Clinical utility of metagenomic next-generation sequencing in fever of undetermined origin

Marilyne Daher; Roumen Iordanov; Mayar Al Mohajer; M Rizwan Sohail; Kristen Andrews Staggers; Ahmed Mufeed Hamdi

doi:10.1177/20499361241244969

Clinical utility of metagenomic next-generation sequencing in fever of undetermined origin

Ther Adv Infect Dis. 2024 Apr 18:11:20499361241244969. doi: 10.1177/20499361241244969. eCollection 2024 Jan-Dec.

Authors

Marilyne Daher¹, Roumen Iordanov², Mayar Al Mohajer^{2

3}, M Rizwan Sohail², Kristen Andrews Staggers², Ahmed Mufeed Hamdi²

Affiliations

¹ Department of Internal Medicine, Baylor College of Medicine, 1 Baylor Plaza, Houston, TX 77030, USA.
² Department of Medicine, Baylor College of Medicine, Houston, TX, USA.
³ Baylor St. Luke's Medical Center, Houston, TX, USA.

Abstract

Background: Metagenomic next-generation sequencing (mNGS) is a novel diagnostic tool increasingly used in the field of infectious diseases. Little guidance is available regarding its appropriate use in different patient populations and clinical syndromes. We aimed to review the clinical utility of mNGS in patients with a specific clinical syndrome and identify factors that may increase its utility.

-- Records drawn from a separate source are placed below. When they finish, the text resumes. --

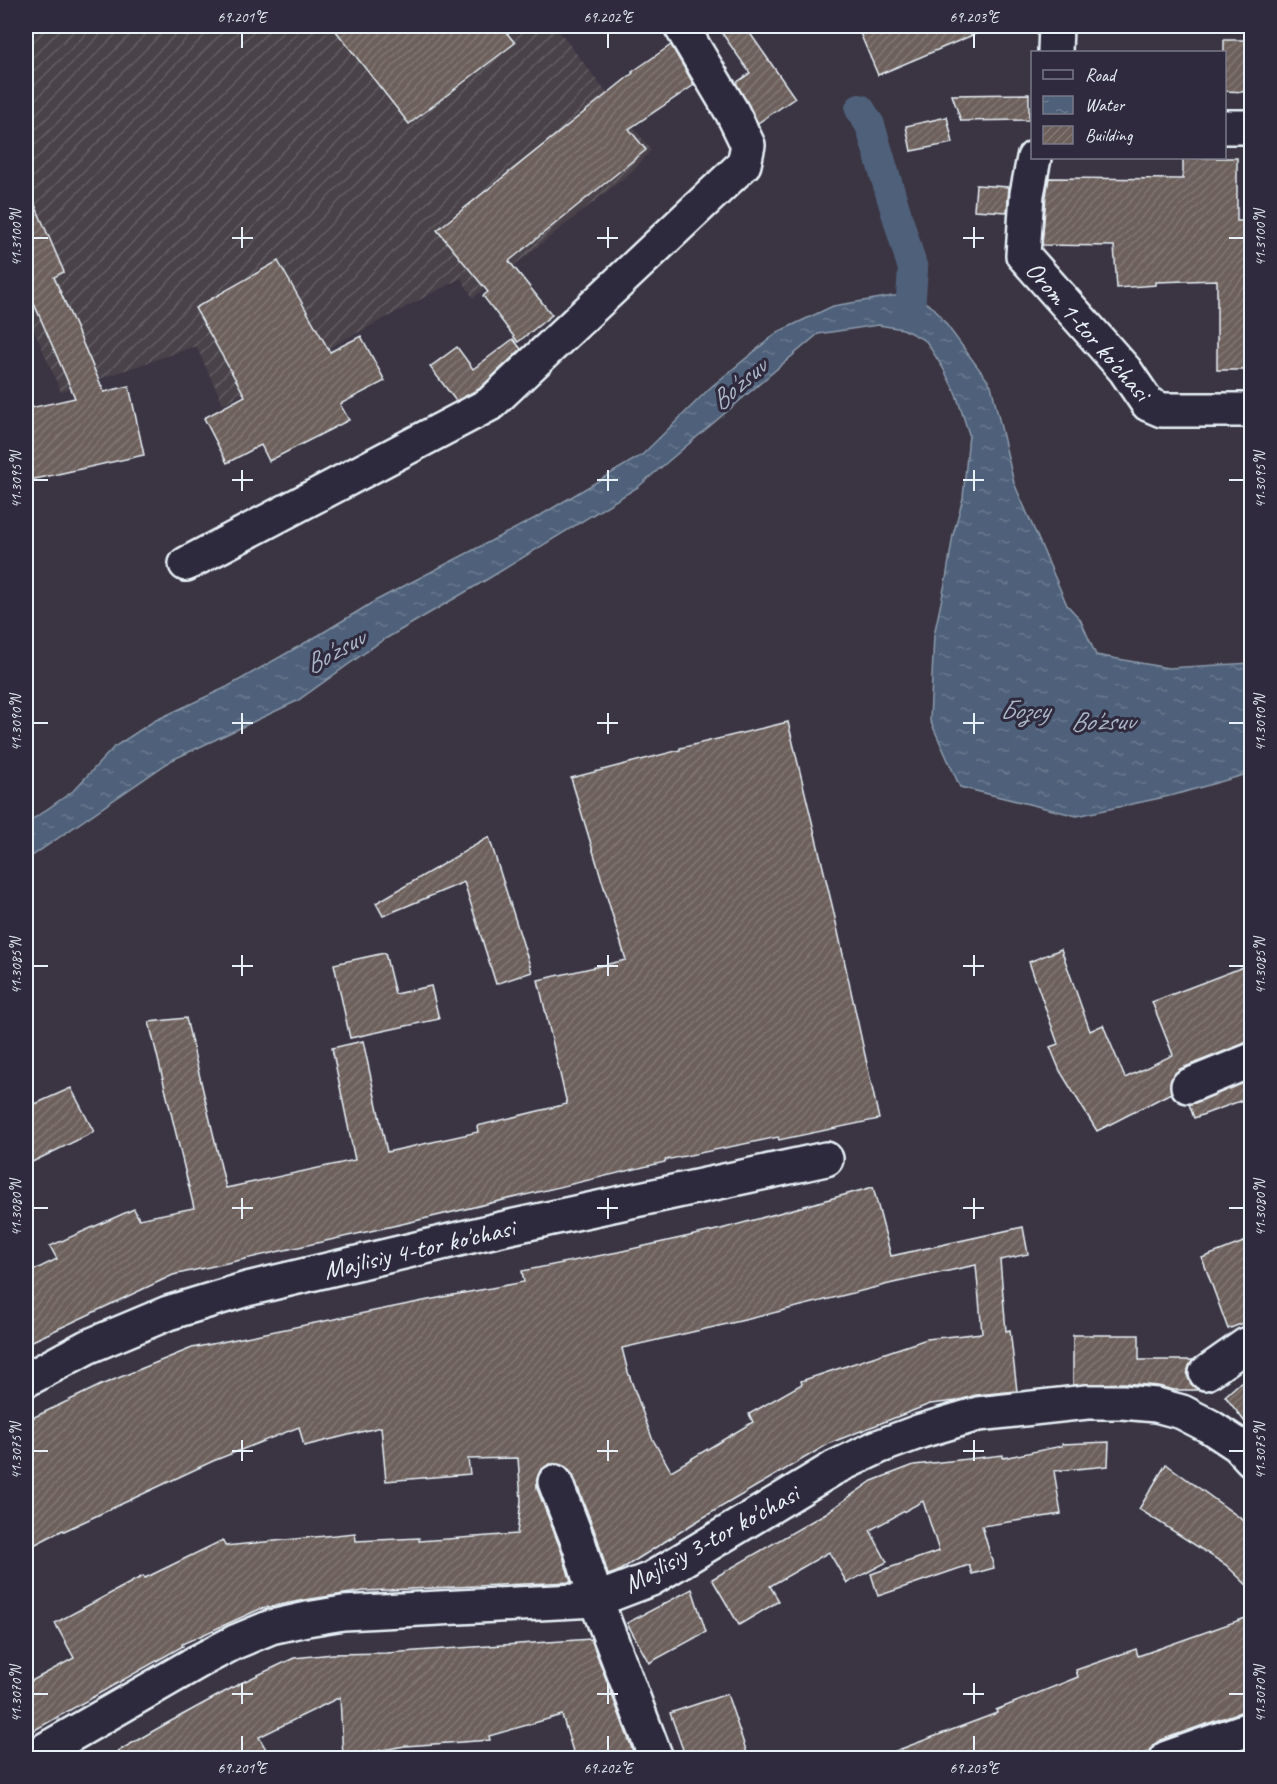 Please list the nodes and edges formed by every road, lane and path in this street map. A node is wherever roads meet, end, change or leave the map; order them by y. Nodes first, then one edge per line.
1 (681, 26) edge
2 (1056, 26) edge
3 (1055, 51) edge
4 (1226, 127) edge
5 (1251, 127) edge
6 (1034, 159) edge
7 (1251, 410) edge
8 (186, 564) dead end
9 (1251, 1060) edge
10 (1188, 1086) dead end
11 (826, 1159) dead end
12 (1251, 1343) edge
13 (1206, 1373) dead end
14 (26, 1380) edge
15 (1251, 1460) edge
16 (555, 1482) dead end
17 (596, 1600) junction
18 (1251, 1728) edge
19 (31, 1758) edge
20 (656, 1758) edge
21 (1167, 1758) edge

1 - 8 street
2 - 3 street
4 - 5 street
6 - 7 street, Orom 1-tor ko'chasi
9 - 10 street
11 - 14 street, Majlisiy 4-tor ko'chasi
12 - 13 street
15 - 17 street, Majlisiy 3-tor ko'chasi
16 - 17 street
17 - 19 street, Majlisiy 3-tor ko'chasi
17 - 20 street
18 - 21 street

Methods: We retrospectively reviewed charts of 72 non-immunocompromised adults hospitalized with the clinical syndrome of 'fever of undetermined origin' and underwent mNGS testing. Standardized criteria from a previously published study were used to determine the clinical impact of mNGS testing. We applied logistic regression to identify factors associated with a positive clinical impact.

Results: Of the 72 patients identified, 62.5% were males with a median age of 56. All patients had a fever at the time of evaluation. At least one organism was identified in 65.3% of cases; most commonly were Epstein-Barr virus (13.9%), cytomegalovirus (12.5%), and Rickettsia typhi (11.1%). Of those determined to have an infectious etiology of their febrile syndrome, 89.5% (n = 34/38) had a positive mNGS. Consistency between the organism(s) on mNGS and the clinically determined infectious etiology was 82.4%. mNGS had a positive clinical impact in 40.3% of cases, a negative impact in 2.8%, and no impact in 56.9% of cases. Besides age, we did not identify other factors associated with a higher likelihood of positive clinical impact.

Conclusion: In our review, mNGS had a positive clinical impact in a large proportion of adults with fever of undetermined origin, with minimal negative impact. However, mNGS results should be interpreted carefully given the high rate of detection of pathogens of unclear clinical significance. Randomized clinical trials are needed to assess the clinical utility of this novel diagnostic tool.

Keywords: antimicrobial stewardship; diagnostic stewardship; fever of undetermined origin; next-generation sequencing.

Plain language summary

Clinical utility of metagenomic next-generation sequencing in fever of undetermined origin In this study, we evaluated the use of a new diagnostic tool, namely, metagenomic next generation sequencing (mNGS), in hospitalized, non-immunocompromised, adult patients with a fever that was otherwise unexplained. We reviewed the clinical utility of this tool in 72 patients and found that at least one organism was found in 65.3% of cases, with the 2 most common organisms being viruses. In patients who were found to have an infection as the cause of their fever, 89.5% had a positive mNGS study. In 82.4% of cases, the infectious organism(s) found on mNGS was the organism thought to be the cause of the fever. Based on definitions from another study, mNGS had a positive clinical impact in 40.3% of cases, a negative impact in 2.8%, and no impact in 56.9% of cases. This study suggests that mNGS has minimal negative impact and can be a useful tool in identifying a causative infectious organism in patients with unexplained fevers. Additional studies are needed to identify patients and clinical conditions that would most benefit from this tool.